[Collected data entries]
--*--

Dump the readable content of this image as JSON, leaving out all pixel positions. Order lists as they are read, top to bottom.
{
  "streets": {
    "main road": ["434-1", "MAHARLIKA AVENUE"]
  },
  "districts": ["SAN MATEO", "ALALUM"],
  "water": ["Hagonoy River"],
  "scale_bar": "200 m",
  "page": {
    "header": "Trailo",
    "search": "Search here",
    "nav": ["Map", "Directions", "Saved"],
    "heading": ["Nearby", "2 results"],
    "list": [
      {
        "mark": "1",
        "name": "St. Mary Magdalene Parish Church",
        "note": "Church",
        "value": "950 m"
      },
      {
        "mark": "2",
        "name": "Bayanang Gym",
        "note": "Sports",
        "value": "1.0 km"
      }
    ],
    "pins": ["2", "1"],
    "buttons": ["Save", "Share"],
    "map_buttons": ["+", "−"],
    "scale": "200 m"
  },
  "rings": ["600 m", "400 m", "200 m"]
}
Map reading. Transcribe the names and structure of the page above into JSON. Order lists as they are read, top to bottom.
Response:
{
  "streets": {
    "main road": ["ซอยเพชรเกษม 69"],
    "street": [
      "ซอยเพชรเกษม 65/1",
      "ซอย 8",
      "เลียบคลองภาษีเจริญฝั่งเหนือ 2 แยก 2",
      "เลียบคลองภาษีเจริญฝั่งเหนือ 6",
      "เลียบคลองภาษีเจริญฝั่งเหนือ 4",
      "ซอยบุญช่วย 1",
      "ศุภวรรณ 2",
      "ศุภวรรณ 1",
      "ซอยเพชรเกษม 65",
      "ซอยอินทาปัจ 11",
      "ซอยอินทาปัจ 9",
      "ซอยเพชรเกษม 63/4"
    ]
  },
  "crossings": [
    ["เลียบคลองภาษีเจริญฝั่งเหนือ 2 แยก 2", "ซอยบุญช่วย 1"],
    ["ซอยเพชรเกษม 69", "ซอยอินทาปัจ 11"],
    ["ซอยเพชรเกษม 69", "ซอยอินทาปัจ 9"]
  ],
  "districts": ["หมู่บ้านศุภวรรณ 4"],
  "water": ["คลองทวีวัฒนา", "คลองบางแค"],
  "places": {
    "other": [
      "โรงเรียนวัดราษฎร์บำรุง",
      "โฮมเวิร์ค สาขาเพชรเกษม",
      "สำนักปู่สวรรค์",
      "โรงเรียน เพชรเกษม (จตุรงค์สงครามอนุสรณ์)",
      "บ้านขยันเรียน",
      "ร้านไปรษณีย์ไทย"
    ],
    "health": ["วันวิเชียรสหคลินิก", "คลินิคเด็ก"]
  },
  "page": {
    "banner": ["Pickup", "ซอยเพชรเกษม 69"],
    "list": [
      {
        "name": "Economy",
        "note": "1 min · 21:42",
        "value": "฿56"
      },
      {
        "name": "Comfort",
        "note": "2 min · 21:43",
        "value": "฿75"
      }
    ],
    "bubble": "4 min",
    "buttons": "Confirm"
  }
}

--*--

### Aim of the exercise
Across all lines of the data above, count those that contain the word "ยบคลองภาษ", giving the number without further comment.

### Task solution
4